TASK:
Report each line from the listing that the string "path" appears in.

PROVIDED MATERIAL:

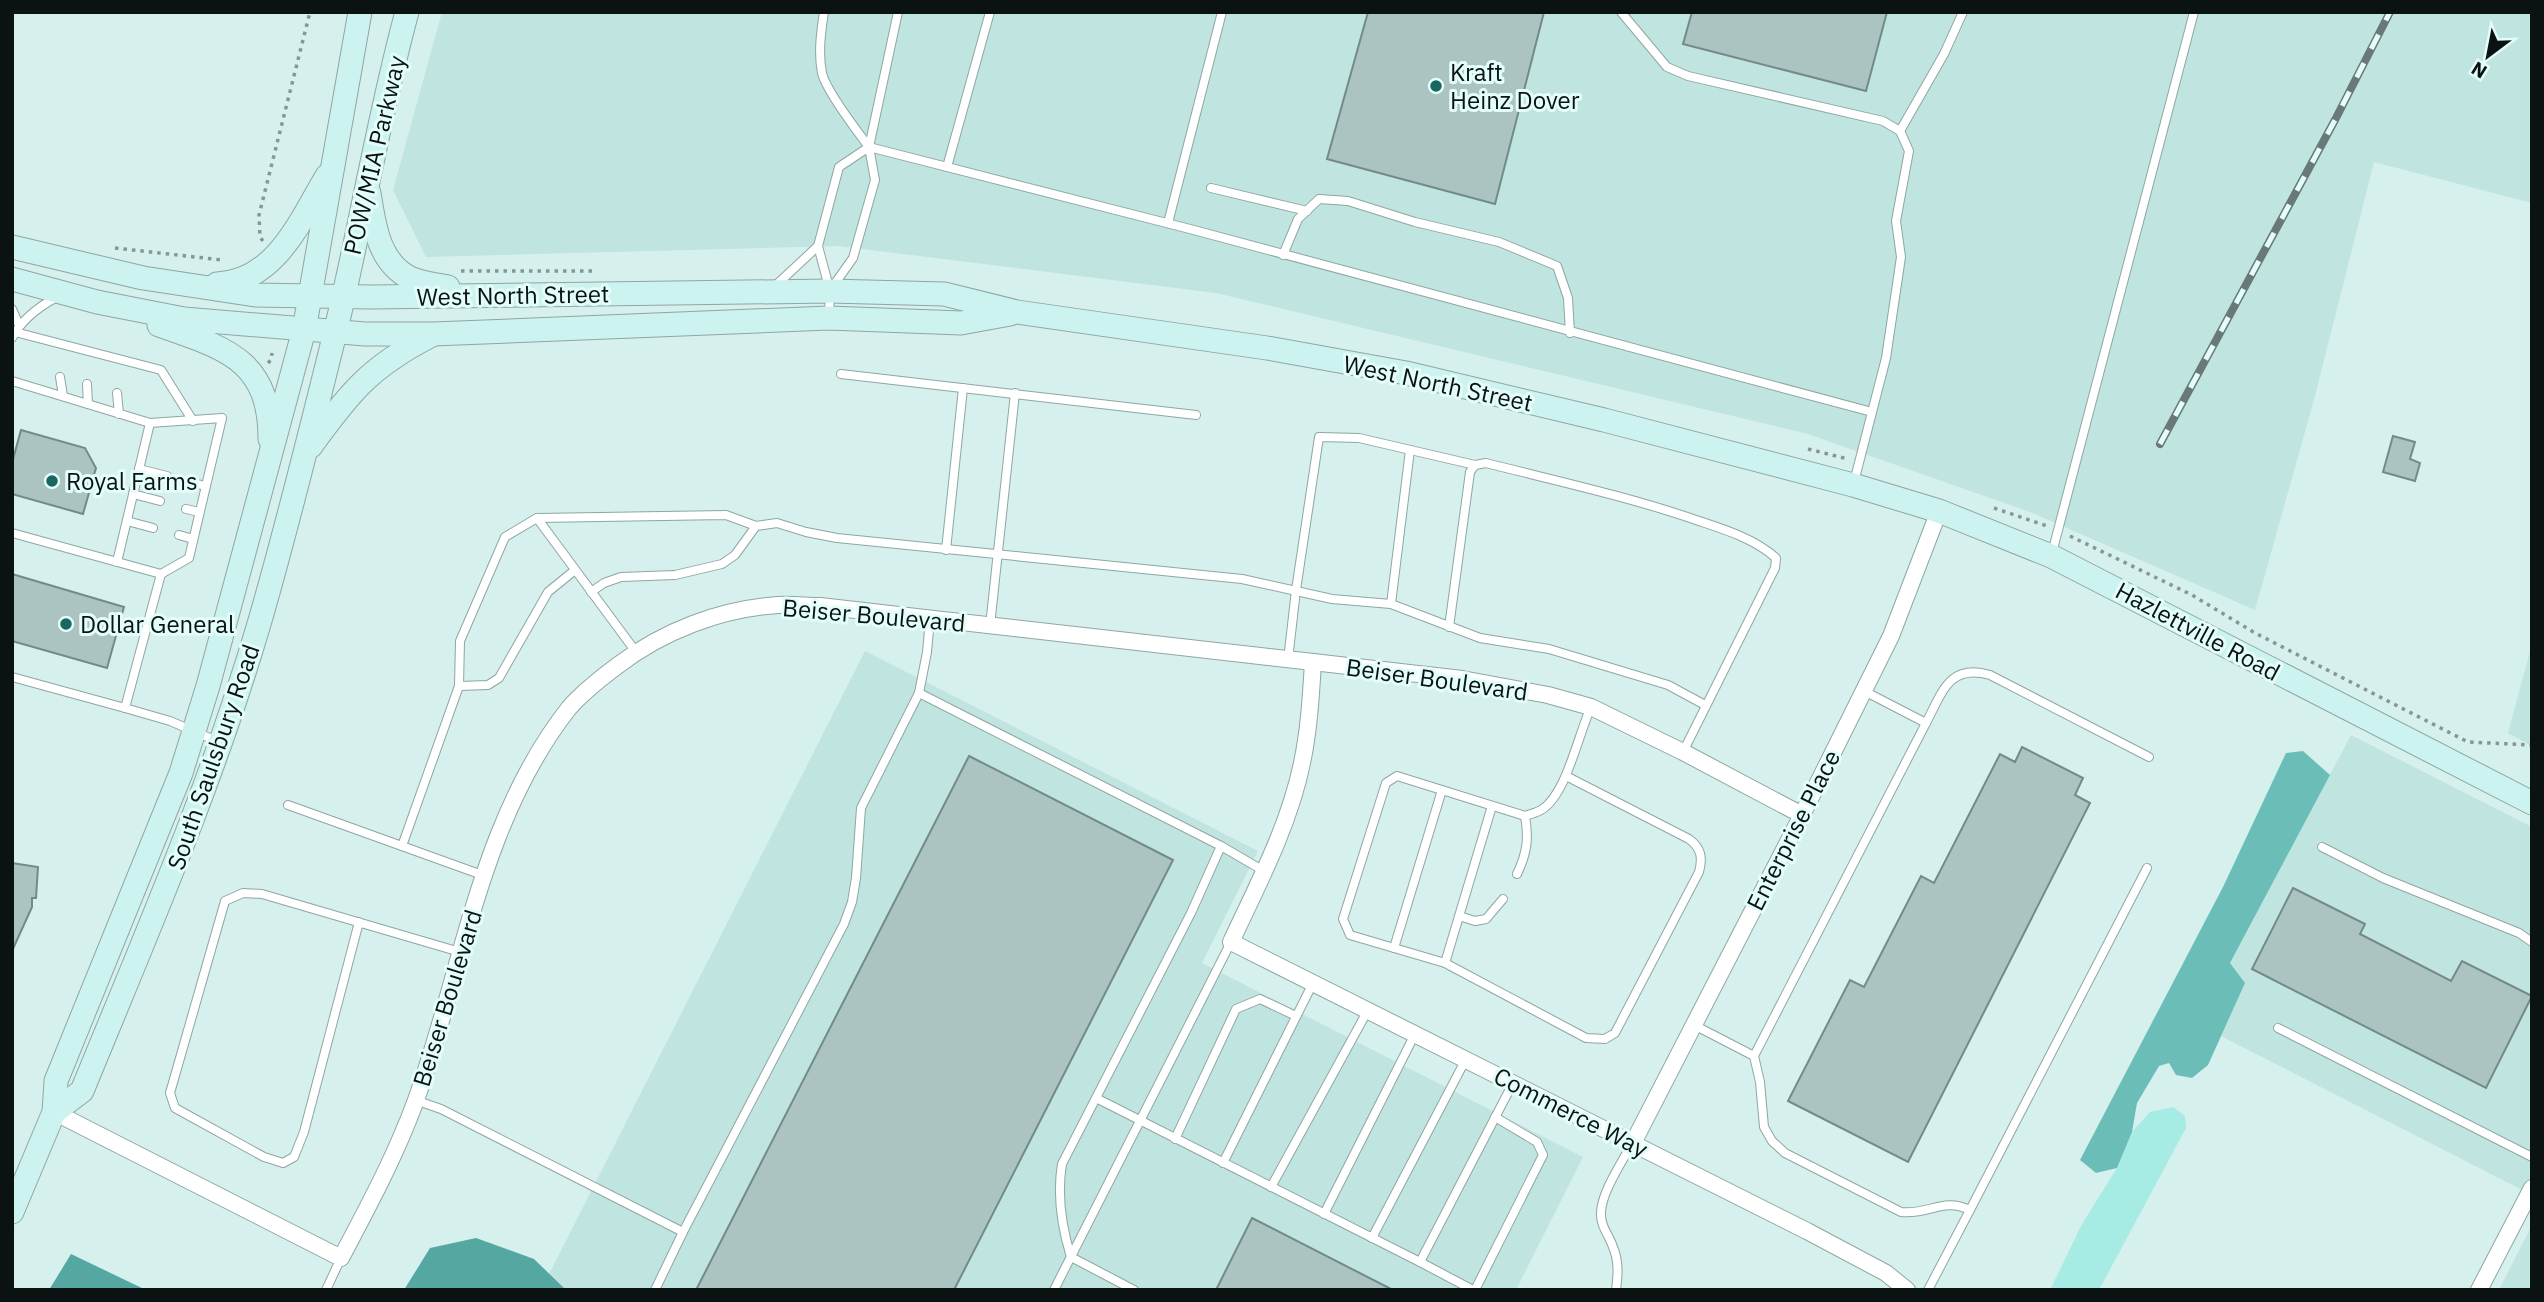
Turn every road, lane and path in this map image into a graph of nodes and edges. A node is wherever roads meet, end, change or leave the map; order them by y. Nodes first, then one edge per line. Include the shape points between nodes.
1 (310, 12) edge
2 (360, 12) edge
3 (407, 12) edge
4 (824, 12) edge
5 (898, 12) edge
6 (990, 12) edge
7 (1222, 12) edge
8 (1621, 12) edge
9 (1964, 12) edge
10 (2194, 12) edge
11 (1900, 131) junction
12 (869, 147) junction
13 (334, 164) junction
14 (947, 167) junction
15 (367, 183) junction
16 (1212, 188) dead end
17 (1307, 211) junction
18 (1168, 223) junction
19 (818, 246) junction
20 (12, 247) edge
21 (110, 247) dead end
22 (271, 251) junction
23 (1283, 255) junction
24 (231, 262) dead end
25 (451, 271) dead end
26 (598, 271) dead end
27 (12, 278) edge
28 (193, 285) junction
29 (830, 291) junction
30 (769, 292) junction
31 (63, 294) junction
32 (488, 296) junction
33 (311, 297) junction
34 (342, 297) junction
35 (97, 302) junction
36 (12, 309) edge
37 (1017, 312) junction
38 (829, 318) junction
39 (304, 330) junction
40 (15, 332) edge
41 (335, 332) junction
42 (1570, 333) junction
43 (433, 334) junction
44 (57, 342) junction
45 (85, 349) junction
46 (58, 352) dead end
47 (272, 353) dead end
48 (113, 357) junction
49 (86, 360) dead end
50 (271, 360) dead end
51 (115, 368) dead end
52 (841, 374) dead end
53 (60, 377) dead end
54 (12, 381) edge
55 (87, 384) dead end
56 (963, 388) junction
57 (117, 393) dead end
58 (1015, 393) junction
59 (63, 396) junction
60 (88, 404) junction
61 (1872, 412) junction
62 (119, 414) junction
63 (1196, 415) dead end
64 (193, 421) junction
65 (150, 423) junction
66 (1805, 448) dead end
67 (1410, 450) junction
68 (304, 455) junction
69 (270, 457) junction
70 (1859, 462) junction
71 (1475, 464) junction
72 (139, 469) junction
73 (167, 476) dead end
74 (194, 483) dead end
75 (1853, 485) junction
76 (205, 486) junction
77 (133, 494) junction
78 (160, 501) dead end
79 (1983, 504) dead end
80 (186, 509) dead end
81 (1939, 511) junction
82 (199, 512) junction
83 (537, 518) junction
84 (127, 521) junction
85 (756, 526) junction
86 (153, 528) dead end
87 (2058, 530) junction
88 (12, 533) edge
89 (179, 535) dead end
90 (193, 539) junction
91 (946, 550) junction
92 (998, 555) junction
93 (2051, 556) junction
94 (117, 562) junction
95 (575, 570) junction
96 (161, 574) junction
97 (1296, 590) junction
98 (591, 592) junction
99 (1391, 604) junction
100 (930, 619) junction
101 (990, 626) junction
102 (1449, 628) junction
103 (636, 652) junction
104 (1288, 660) junction
105 (1313, 662) junction
106 (12, 677) edge
107 (459, 686) junction
108 (1863, 691) junction
109 (919, 693) junction
110 (1705, 705) junction
111 (125, 708) junction
112 (1591, 708) junction
113 (1926, 723) junction
114 (194, 732) junction
115 (221, 743) junction
116 (2532, 745) edge
117 (1683, 752) junction
118 (2149, 757) dead end
119 (1566, 776) junction
120 (1442, 790) junction
121 (2532, 803) edge
122 (288, 805) dead end
123 (1492, 806) junction
124 (1802, 815) junction
125 (1525, 816) junction
126 (402, 846) junction
127 (1221, 846) junction
128 (2322, 847) dead end
129 (2147, 868) dead end
130 (1264, 871) junction
131 (1517, 874) dead end
132 (485, 876) junction
133 (1503, 898) dead end
134 (1459, 916) junction
135 (359, 922) junction
136 (1231, 942) junction
137 (2532, 942) edge
138 (1394, 948) junction
139 (460, 952) junction
140 (1445, 963) junction
141 (1313, 983) junction
142 (1368, 1010) junction
143 (1296, 1016) junction
144 (1692, 1024) junction
145 (2278, 1028) dead end
146 (1415, 1034) junction
147 (1754, 1056) junction
148 (1466, 1059) junction
149 (1513, 1083) junction
150 (1096, 1098) junction
151 (415, 1100) junction
152 (54, 1112) junction
153 (1495, 1116) junction
154 (1140, 1121) junction
155 (1175, 1139) junction
156 (1633, 1143) junction
157 (2532, 1157) edge
158 (1223, 1163) junction
159 (1271, 1187) junction
160 (2532, 1188) edge
161 (1970, 1210) junction
162 (12, 1212) edge
163 (1324, 1214) junction
164 (683, 1232) junction
165 (1372, 1238) junction
166 (1071, 1257) junction
167 (341, 1258) junction
168 (1420, 1262) junction
169 (326, 1290) edge
170 (655, 1290) edge
171 (1054, 1290) edge
172 (1134, 1290) edge
173 (1474, 1290) edge
174 (1616, 1290) edge
175 (1907, 1290) edge
176 (1928, 1290) edge
177 (2479, 1290) edge

1 - 22 path via 258,215 260,237
2 - 13 main road, POW/MIA Parkway
3 - 15 main road, POW/MIA Parkway
4 - 12 lane via 822,75
5 - 12 lane
6 - 14 lane
7 - 18 lane
8 - 11 lane via 1667,67 1688,76 1883,121
9 - 11 lane
10 - 87 lane
11 - 61 lane via 1909,151 1896,221 1900,257 1886,358
12 - 14 lane
12 - 19 lane via 839,167
12 - 29 lane via 875,180 853,258
13 - 22 main road via 288,241
13 - 33 main road, POW/MIA Parkway
14 - 18 lane
15 - 32 main road via 379,240 394,266 410,278
15 - 34 main road, POW/MIA Parkway
16 - 17 lane
17 - 23 lane via 1298,219
17 - 42 lane via 1319,199 1348,201 1499,242 1557,266 1568,298
18 - 23 lane
19 - 29 lane
19 - 30 lane
20 - 28 main road, West North Street
21 - 24 path
22 - 28 main road via 256,272 240,280
23 - 42 lane
25 - 26 path
27 - 31 main road, West North Street
28 - 33 main road, West North Street via 255,295
29 - 30 main road, West North Street
29 - 37 main road, West North Street via 944,294
29 - 38 lane
30 - 32 main road, West North Street
31 - 35 main road, West North Street
31 - 40 lane via 40,306
32 - 34 main road, West North Street
33 - 34 main road, West North Street
33 - 39 main road, South Saulsbury Road
34 - 41 main road, South Saulsbury Road
35 - 39 main road, West North Street via 184,319
35 - 69 main road via 223,348 236,357 264,396
36 - 40 lane
37 - 38 main road, West North Street via 961,323
37 - 75 main road, West North Street via 1406,373
38 - 43 main road, West North Street
39 - 41 main road, West North Street
39 - 69 main road, South Saulsbury Road
40 - 44 lane
41 - 43 main road, West North Street
41 - 68 main road, South Saulsbury Road
42 - 61 lane
43 - 68 main road via 400,351 359,384
44 - 45 lane
44 - 46 lane
45 - 48 lane
45 - 49 lane
47 - 50 path
48 - 51 lane
48 - 64 lane via 161,370
52 - 56 lane
53 - 59 lane
54 - 59 lane
55 - 60 lane
56 - 58 lane
56 - 91 lane
57 - 62 lane
58 - 63 lane
58 - 92 lane
59 - 60 lane
60 - 62 lane
61 - 70 lane
62 - 65 lane
64 - 65 lane
64 - 76 lane via 222,418
65 - 72 lane
66 - 70 path
67 - 71 lane
67 - 97 lane via 1359,438 1319,437
67 - 99 lane
68 - 115 main road, South Saulsbury Road via 260,621
69 - 114 main road, South Saulsbury Road
70 - 75 lane
71 - 102 lane via 1470,472
71 - 110 lane via 1486,463 1657,507 1734,533 1776,558
72 - 73 lane
72 - 77 lane
74 - 76 lane
75 - 81 main road, Hazlettville Road
76 - 82 lane
77 - 78 lane
77 - 84 lane
79 - 87 path
80 - 82 lane
81 - 93 main road, Hazlettville Road
81 - 108 street, Enterprise Place via 1891,636
82 - 90 lane
83 - 85 lane via 726,515
83 - 95 lane
83 - 107 lane via 505,537 460,641
84 - 86 lane
84 - 94 lane
85 - 91 lane via 777,523 837,538
85 - 98 lane via 735,555 722,564 675,575 621,577
87 - 93 lane
87 - 116 path via 2192,595 2255,634 2468,742
88 - 94 lane
89 - 90 lane
90 - 96 lane via 189,558
91 - 92 lane
92 - 97 lane via 1242,579
92 - 101 lane
93 - 121 main road, Hazlettville Road
94 - 96 lane
95 - 98 lane
95 - 107 lane via 548,592 494,683
96 - 111 lane
97 - 99 lane via 1332,599
97 - 104 lane
98 - 103 lane
99 - 102 lane
100 - 101 street, Beiser Boulevard
100 - 103 street, Beiser Boulevard via 778,605 685,627
100 - 109 lane
101 - 104 street, Beiser Boulevard
102 - 110 lane via 1549,649 1668,685
103 - 132 street, Beiser Boulevard via 571,706 544,743 519,786
104 - 105 street, Beiser Boulevard
105 - 112 street, Beiser Boulevard via 1462,679
105 - 130 street via 1302,765
106 - 111 lane
107 - 126 lane
108 - 113 lane
108 - 124 street, Enterprise Place
109 - 127 lane
109 - 164 lane via 861,808 856,878 844,924
110 - 117 lane
111 - 114 lane
112 - 117 street, Beiser Boulevard
112 - 119 lane
113 - 118 lane via 1948,682 1978,672
113 - 147 lane
114 - 115 lane
114 - 152 main road, South Saulsbury Road via 56,1081
115 - 152 main road, South Saulsbury Road via 82,1091
117 - 124 street, Beiser Boulevard
119 - 125 lane via 1556,796
119 - 140 lane via 1689,839 1701,854 1699,872 1615,1033 1605,1040 1586,1038
120 - 123 lane
120 - 138 lane
120 - 138 lane via 1397,776 1386,783 1343,919 1350,934
122 - 126 lane
123 - 125 lane
123 - 134 lane
124 - 144 street, Enterprise Place
125 - 131 lane via 1526,855
126 - 132 lane
127 - 130 lane
127 - 150 lane
128 - 137 lane
129 - 161 lane
130 - 136 street
132 - 139 street, Beiser Boulevard
133 - 134 lane via 1486,919
134 - 140 lane
135 - 135 lane via 262,894 243,893 225,901 170,1093 175,1108 264,1157 283,1163 294,1157
135 - 139 lane
136 - 141 street, Commerce Way
136 - 154 lane
138 - 140 lane
139 - 151 street, Beiser Boulevard
141 - 142 street, Commerce Way
141 - 143 lane
142 - 146 street, Commerce Way
142 - 159 lane
143 - 155 lane via 1260,999 1236,1009
143 - 158 lane
144 - 147 lane
144 - 156 street, Enterprise Place
145 - 157 lane
146 - 148 street, Commerce Way
146 - 163 lane
147 - 161 lane via 1764,1127 1785,1153 1901,1212 1956,1203
148 - 149 street, Commerce Way
148 - 165 lane
149 - 153 lane
149 - 156 street, Commerce Way
150 - 154 lane
150 - 166 lane via 1060,1176 1064,1234
151 - 164 lane
151 - 167 street, Beiser Boulevard
152 - 162 main road, South Saulsbury Road
152 - 167 street
153 - 168 lane
153 - 173 lane via 1537,1142 1543,1155
154 - 155 lane
154 - 166 lane
155 - 158 lane
156 - 174 lane via 1601,1211 1616,1258
156 - 175 street, Commerce Way via 1886,1273
158 - 159 lane
159 - 163 lane
160 - 177 street
161 - 176 lane
163 - 165 lane
164 - 170 lane
165 - 168 lane
166 - 171 lane
166 - 172 lane
167 - 169 lane
168 - 173 lane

REPLY:
Turn every road, lane and path in this map image into a graph of nodes and edges. A node is wherever roads meet, end, change or leave the map; order them by y. Nodes first, then one edge per line. Include the shape points between nodes.
1 - 22 path via 258,215 260,237
21 - 24 path
25 - 26 path
47 - 50 path
66 - 70 path
79 - 87 path
87 - 116 path via 2192,595 2255,634 2468,742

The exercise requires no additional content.